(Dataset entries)
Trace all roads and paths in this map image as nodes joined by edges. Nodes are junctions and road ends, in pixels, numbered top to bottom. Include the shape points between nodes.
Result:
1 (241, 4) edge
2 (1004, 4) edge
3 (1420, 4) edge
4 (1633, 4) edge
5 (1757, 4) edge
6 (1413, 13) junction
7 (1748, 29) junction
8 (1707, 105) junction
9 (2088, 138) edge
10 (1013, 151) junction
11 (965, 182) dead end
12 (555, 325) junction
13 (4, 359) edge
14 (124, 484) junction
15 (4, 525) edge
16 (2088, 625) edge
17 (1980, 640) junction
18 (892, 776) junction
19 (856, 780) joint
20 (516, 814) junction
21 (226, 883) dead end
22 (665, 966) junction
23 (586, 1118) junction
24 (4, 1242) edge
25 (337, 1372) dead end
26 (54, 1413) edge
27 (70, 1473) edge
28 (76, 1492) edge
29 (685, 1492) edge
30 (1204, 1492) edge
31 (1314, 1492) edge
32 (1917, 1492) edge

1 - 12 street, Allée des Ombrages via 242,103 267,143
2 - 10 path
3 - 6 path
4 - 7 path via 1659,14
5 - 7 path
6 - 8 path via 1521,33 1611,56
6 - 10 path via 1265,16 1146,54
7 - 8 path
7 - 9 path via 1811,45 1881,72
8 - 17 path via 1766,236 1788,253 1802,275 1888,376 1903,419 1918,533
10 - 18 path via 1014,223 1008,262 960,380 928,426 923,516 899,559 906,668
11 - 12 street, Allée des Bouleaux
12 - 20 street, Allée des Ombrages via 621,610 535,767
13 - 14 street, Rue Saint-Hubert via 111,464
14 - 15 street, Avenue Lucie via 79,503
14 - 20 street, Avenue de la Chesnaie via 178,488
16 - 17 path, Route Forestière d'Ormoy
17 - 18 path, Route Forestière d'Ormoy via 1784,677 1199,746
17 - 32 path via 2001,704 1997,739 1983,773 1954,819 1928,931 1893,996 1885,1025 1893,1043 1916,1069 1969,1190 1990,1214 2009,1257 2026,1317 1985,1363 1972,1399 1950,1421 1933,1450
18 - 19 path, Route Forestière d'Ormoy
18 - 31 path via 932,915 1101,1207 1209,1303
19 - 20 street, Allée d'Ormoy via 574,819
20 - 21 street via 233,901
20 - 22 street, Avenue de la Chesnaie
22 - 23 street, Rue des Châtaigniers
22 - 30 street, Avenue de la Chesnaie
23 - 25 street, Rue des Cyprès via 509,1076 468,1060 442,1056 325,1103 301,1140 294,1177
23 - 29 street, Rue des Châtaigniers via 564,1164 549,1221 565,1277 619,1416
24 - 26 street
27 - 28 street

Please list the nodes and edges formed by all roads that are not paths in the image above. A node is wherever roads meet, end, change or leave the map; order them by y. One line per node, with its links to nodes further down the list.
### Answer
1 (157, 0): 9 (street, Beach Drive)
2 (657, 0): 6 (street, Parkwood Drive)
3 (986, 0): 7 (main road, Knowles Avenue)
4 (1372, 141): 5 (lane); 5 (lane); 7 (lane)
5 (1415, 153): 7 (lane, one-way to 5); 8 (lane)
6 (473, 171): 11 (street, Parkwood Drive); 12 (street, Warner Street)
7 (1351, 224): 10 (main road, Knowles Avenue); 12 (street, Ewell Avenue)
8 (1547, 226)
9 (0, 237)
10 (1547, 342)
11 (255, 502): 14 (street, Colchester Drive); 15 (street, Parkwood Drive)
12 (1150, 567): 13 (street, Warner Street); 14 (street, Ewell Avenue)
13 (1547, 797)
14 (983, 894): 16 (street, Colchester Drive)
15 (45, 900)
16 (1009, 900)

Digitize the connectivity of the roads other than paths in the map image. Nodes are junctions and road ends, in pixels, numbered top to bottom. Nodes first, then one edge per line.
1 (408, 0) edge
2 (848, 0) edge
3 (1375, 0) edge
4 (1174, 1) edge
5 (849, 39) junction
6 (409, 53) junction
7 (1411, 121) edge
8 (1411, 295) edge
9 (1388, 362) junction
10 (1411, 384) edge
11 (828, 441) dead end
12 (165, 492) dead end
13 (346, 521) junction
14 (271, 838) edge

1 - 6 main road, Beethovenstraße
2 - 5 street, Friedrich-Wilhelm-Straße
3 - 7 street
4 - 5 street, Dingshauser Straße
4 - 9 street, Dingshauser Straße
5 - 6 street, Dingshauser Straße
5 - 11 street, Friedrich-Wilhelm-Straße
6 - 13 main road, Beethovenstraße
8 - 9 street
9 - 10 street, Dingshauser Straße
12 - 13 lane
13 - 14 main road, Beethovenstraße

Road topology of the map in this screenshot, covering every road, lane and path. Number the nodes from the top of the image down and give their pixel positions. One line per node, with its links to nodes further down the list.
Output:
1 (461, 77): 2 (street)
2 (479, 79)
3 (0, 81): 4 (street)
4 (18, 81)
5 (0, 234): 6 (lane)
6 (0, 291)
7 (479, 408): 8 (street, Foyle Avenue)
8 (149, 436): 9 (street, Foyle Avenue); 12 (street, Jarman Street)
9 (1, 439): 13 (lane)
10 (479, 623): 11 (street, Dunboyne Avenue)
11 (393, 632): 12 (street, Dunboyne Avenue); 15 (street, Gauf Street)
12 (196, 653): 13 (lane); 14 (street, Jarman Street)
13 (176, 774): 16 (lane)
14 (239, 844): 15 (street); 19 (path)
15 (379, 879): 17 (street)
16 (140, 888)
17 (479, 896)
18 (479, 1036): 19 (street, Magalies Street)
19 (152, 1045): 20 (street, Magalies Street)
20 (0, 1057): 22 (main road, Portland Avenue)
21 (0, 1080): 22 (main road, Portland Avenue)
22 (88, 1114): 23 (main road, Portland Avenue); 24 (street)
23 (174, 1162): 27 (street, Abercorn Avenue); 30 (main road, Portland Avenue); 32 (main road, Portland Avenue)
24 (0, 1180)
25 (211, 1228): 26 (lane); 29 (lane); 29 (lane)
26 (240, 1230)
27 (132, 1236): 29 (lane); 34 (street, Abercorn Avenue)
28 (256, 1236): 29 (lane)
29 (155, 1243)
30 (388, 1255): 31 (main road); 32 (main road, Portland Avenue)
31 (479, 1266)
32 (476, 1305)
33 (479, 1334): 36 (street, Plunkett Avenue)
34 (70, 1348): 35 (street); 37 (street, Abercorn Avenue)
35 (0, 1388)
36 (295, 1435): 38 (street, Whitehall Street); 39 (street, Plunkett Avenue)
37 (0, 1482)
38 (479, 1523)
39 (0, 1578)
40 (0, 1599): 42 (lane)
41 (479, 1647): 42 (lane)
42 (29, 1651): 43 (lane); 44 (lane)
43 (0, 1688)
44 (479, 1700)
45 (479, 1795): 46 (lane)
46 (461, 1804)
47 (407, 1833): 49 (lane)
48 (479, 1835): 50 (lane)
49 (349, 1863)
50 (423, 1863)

INSTRUCTIONS TO FOLLOW:
List the lines of the records where "Beethovenstraße" occurs.

TASK SOLUTION:
1 - 6 main road, Beethovenstraße
6 - 13 main road, Beethovenstraße
13 - 14 main road, Beethovenstraße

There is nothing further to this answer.